XVe s. Meschant est qui te brouille [qui mêle le vin avec de l'eau] ; Je parle aux taverniers, Basselin, XVIII. Vecy un passage que je ne sçay comment tu feras passer ton acteur [auteur] parmi, sans estre broullié beaucop ; car il est moult estroit, Chastelain, Exposition sur verité. Hélas ! avocats emparlés, Mainte fois nous avez brouillés, Et maintenus en plaidoyers, Monstrelet, Complainte du commun de France. Il n'eut guere allé, avant que le ventre lui brouillast tellement qu'il fut contraint de…, Louis XI, Nouv. LXXIX.

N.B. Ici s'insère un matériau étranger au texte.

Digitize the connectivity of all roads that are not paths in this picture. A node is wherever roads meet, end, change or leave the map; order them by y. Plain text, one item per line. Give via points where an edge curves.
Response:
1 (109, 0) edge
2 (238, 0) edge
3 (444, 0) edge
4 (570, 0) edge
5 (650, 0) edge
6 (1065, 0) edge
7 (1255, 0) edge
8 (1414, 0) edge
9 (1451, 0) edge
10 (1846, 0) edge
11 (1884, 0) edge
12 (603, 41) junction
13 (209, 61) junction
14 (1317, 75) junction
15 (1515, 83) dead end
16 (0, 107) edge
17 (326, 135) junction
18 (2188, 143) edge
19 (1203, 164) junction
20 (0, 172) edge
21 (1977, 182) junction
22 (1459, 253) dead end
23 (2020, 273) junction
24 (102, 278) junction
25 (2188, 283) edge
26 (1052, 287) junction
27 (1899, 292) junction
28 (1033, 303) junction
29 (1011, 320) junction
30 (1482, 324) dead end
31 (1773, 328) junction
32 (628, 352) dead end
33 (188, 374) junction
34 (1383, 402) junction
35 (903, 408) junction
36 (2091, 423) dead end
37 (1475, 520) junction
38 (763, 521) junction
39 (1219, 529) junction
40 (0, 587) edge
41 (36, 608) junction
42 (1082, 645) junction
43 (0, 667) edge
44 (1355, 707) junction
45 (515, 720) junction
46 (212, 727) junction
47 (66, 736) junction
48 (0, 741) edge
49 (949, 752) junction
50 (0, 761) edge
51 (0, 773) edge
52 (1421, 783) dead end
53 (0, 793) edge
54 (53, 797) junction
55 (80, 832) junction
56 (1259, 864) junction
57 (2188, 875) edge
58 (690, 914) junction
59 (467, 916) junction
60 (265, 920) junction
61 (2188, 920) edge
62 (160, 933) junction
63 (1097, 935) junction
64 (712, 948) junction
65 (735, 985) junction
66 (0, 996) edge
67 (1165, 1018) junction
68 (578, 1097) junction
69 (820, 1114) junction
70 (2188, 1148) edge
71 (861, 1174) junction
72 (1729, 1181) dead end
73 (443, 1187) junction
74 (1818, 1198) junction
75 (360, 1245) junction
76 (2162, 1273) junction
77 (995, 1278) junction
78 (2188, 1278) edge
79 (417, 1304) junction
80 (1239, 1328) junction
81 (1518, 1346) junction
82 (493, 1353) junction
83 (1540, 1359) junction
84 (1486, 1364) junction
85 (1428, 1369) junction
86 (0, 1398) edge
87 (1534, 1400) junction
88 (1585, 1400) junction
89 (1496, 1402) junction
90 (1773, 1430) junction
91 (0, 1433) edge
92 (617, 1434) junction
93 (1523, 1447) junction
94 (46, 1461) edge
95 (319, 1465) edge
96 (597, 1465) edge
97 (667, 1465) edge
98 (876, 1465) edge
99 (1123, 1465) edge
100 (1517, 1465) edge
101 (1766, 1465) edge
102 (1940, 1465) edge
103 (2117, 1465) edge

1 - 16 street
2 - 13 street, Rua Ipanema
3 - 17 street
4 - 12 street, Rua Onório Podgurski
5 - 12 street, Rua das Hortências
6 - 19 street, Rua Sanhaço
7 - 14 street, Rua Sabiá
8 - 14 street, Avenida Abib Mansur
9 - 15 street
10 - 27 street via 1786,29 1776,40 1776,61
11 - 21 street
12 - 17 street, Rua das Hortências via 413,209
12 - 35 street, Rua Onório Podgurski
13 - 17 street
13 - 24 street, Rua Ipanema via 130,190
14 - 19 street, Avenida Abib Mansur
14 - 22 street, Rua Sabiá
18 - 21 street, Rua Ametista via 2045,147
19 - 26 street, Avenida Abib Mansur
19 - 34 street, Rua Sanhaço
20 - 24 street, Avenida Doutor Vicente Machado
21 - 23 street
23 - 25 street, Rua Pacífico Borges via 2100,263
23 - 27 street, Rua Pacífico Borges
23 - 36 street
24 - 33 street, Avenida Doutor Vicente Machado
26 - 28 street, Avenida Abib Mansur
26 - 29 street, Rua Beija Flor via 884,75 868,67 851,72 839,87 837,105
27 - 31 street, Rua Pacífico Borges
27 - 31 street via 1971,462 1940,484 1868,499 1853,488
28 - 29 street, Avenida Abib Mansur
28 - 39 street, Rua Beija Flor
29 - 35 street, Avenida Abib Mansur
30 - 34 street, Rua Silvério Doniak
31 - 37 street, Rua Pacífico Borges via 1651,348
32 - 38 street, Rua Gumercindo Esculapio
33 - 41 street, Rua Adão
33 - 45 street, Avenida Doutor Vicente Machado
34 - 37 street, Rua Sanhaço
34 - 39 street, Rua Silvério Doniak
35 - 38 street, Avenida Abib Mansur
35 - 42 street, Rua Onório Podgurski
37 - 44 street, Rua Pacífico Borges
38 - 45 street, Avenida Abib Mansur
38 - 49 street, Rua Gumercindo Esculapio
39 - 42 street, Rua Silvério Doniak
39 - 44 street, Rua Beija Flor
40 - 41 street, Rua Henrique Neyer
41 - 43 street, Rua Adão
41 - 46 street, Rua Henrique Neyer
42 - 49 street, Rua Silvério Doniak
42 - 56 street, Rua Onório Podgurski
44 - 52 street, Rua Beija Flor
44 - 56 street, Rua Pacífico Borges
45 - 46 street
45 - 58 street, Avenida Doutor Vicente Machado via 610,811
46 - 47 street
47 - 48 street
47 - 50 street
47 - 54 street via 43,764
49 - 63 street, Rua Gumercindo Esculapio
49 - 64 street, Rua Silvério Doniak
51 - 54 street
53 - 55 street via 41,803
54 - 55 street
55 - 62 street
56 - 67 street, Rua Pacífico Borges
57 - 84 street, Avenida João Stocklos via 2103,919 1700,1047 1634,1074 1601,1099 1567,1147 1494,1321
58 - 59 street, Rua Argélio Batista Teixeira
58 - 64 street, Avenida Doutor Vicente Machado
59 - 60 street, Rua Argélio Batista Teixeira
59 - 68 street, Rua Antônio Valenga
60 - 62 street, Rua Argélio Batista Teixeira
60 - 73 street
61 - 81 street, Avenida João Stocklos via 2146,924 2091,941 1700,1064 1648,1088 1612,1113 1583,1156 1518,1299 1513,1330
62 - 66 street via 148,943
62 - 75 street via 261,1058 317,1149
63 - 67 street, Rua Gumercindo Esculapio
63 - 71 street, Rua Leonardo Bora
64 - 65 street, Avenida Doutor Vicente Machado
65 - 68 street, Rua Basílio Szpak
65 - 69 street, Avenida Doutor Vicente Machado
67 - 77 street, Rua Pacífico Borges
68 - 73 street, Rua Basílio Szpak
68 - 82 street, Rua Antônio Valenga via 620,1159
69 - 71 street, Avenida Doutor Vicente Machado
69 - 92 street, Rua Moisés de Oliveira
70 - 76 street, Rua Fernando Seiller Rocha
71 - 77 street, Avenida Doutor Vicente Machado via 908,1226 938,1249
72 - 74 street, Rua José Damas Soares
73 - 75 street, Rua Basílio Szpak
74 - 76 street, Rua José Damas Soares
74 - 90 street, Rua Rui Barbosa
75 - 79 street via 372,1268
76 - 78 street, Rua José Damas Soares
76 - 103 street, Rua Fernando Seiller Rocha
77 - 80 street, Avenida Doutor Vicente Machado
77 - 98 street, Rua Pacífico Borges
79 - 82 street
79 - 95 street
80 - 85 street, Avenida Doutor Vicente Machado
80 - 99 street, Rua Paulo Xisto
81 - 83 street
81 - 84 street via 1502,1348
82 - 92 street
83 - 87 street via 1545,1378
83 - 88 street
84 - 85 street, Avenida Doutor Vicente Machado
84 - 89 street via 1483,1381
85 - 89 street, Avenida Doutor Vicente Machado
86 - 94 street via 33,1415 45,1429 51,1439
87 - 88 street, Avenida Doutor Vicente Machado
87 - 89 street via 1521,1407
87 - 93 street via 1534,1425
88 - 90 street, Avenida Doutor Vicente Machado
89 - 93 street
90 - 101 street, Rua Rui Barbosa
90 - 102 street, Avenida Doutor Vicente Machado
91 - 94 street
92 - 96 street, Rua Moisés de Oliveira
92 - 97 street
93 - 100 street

XVIe s. Combien qu'aujourd'hui beaucoup de sottes bestes se meslent de brouiller le papier, Calvin, 313. Soillez, broillez de leur sang, pluye et fanges, Marot, J. V, 138. Peut estre aussi que les ans, Après un long et long aage, Par estrangers courtisans Brouilleront nostre langage, Du Bellay, J. III, 34, recto. Que l'eternelle tempeste Qui brouille dedans ma teste Mille tourbillons enclos, Du Bellay, J. III, 78, recto. Là fut le vase, où les sorts se brouilloient, Du Bellay, J. IV, 40, verso. … car la guerre en avoit la serrure brouillée, Du Bellay, J. VI, 33, recto. Il bat et brouille l'eau pour d'aultres pescheurs, Montaigne, I, 121. Les avirons desrobbant le vaisseau soubs nous, je me sens brouiller la teste et l'estomach, Montaigne, IV, 4. Si ta force et vertu [du vin] surprend Et brouille nostre fantasie, Jean Lehoux, XII. Nous l'augmentons, et la brouillons encore d'avantage [la colère], Amyot, Comment refrén. la col. 42. Un vin brouillé et demy d'eau, Straparole, Nuits, t. II, p. 160, dans LACURNE SAINTE-PALAYE.

ÉTYMOLOGIE

Provenç. bruelhar, brolhar, bruillar, bourgeonner, surgir ; catal. brollar, même sens ; ital. brogliare, brouiller, remuer ; d'après Diez, du même radical que breuil (voy. ce mot) ; la série des sens étant bourgeonner, surgir, pousser, remuer, troubler. On ne peut le rattacher à brouillard, qui, en raison de la forme brouas, ne concorde pas par les lettres, et qui n'a pas le sens de brouiller. Scheler, écartant le prov. brolhar, voit dans brouiller l'all. brudeln, bouillonner.